譲渡所得と贈与税の二重課税

個人から法人への贈与や低額譲渡については、みなし譲渡として譲渡所得税と法人税が課されます。

他方、個人から個人への贈与や低額譲渡については、みなし譲渡は行わず、贈与者の資産の取得費を受贈者に引き継ぐことになります。これは、増加益課税を後日の受贈者側の譲渡時に繰り延べていることになります。

いずれの場合も、資産の増価部分について、譲渡課税を行いながら同じ経済的価値について贈与税(受贈益課税)を行うようなもので、二重の課税とも思われます。

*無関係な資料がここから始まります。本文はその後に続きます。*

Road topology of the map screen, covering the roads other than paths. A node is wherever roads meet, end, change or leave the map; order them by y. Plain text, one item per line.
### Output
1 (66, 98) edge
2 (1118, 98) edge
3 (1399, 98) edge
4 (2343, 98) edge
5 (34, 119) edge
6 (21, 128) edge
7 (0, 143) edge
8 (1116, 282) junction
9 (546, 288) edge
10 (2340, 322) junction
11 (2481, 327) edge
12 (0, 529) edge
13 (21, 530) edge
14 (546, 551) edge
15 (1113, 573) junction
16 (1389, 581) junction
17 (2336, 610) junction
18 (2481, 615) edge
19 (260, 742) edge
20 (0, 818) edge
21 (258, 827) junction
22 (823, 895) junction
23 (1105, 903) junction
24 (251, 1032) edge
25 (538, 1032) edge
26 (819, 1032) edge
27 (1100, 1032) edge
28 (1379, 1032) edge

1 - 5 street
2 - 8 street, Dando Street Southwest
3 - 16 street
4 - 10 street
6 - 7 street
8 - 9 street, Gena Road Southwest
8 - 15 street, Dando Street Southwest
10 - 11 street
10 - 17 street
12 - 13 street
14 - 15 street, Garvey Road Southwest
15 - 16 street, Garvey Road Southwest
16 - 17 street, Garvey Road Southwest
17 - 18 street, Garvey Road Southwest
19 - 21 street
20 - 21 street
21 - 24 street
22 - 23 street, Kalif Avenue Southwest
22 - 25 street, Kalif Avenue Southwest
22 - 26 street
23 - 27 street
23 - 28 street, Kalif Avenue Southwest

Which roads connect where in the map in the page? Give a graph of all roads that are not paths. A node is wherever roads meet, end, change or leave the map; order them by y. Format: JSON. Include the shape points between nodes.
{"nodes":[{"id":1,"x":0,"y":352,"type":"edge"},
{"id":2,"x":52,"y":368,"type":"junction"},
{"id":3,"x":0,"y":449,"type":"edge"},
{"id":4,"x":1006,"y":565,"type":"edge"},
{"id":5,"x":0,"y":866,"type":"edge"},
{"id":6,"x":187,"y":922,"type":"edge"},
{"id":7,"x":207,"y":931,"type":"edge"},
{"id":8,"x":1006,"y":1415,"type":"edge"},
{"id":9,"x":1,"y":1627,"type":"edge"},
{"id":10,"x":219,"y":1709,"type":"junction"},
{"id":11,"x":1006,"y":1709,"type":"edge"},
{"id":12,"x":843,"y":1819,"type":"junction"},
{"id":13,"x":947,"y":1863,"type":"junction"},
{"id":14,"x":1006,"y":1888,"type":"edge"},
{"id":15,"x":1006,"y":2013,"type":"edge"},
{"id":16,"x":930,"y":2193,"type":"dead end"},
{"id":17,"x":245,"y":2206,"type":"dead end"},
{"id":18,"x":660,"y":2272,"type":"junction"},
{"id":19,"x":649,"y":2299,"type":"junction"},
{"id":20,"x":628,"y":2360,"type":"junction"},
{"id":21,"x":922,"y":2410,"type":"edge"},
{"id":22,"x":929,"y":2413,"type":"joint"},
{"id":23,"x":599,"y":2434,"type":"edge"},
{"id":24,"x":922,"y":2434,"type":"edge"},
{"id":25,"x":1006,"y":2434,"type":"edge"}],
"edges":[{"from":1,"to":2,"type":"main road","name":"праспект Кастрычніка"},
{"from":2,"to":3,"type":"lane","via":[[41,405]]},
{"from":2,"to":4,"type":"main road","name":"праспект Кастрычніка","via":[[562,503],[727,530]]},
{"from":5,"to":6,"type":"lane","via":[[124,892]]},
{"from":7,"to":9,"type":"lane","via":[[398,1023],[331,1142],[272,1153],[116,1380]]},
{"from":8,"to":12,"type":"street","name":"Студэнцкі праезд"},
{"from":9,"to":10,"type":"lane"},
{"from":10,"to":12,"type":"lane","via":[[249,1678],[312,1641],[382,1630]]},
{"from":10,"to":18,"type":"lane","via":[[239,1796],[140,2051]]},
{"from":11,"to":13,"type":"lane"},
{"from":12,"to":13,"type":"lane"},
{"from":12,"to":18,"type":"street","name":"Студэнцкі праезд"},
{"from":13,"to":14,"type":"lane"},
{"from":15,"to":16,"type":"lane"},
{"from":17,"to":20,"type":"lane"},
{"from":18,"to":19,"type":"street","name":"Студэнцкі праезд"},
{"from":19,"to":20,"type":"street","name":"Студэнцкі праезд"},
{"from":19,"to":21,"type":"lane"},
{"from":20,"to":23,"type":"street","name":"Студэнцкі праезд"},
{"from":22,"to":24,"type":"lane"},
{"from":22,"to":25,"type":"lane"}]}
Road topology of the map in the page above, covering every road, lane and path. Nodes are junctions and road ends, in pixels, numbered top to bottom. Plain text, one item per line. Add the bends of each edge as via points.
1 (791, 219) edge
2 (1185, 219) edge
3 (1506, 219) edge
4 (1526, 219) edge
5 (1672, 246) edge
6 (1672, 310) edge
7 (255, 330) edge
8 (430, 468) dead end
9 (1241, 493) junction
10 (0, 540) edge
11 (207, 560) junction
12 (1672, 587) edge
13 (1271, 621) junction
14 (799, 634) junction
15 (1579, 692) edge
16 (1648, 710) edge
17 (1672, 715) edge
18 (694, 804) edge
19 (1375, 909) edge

しかし、譲渡所得に対する課税は、資産の値上がりによりその資産の所有者に帰属する増加益を所得として、その資産が所有者の支配を離れて他に移転する機会に、これを清算して課税する趣旨のものと解されるところ、譲渡所得の課税の対象が、所有資産の保有と移転により生じた同資産の保有期間における増加益であるのに対して、贈与税の課税の対象は、贈与によって移転した財産であり、課税の対象が異なるのであるから、将来的に、原告が譲渡所得に対する課税を受けることになったとしても、課税対象が異なることを前提とした課税がされる限りにおいては二重課税とはならないとされています。

もっとも、「課税対象が異なる」という理由では、受取配当金の益金不算入の説明が難しいでしょう。この制度も、形式的には受取り側と支払い側で課税対象は異なるからです。

この説明としては、出資等とは異なり、対価性のない資産の移転については公平性の観点から課税を厳しくする態度であり、さらに「個人から個人へ」の贈与等と「個人から法人へ」の贈与等の規律が異なることからして、後者では課税の繰り延べすら認めないという一種のペナルティを与えるといった方がよろしいかもしれません。

いずれにしても、贈与や低額譲渡を行う場合には、事前に価格のチェック等留意が必要です。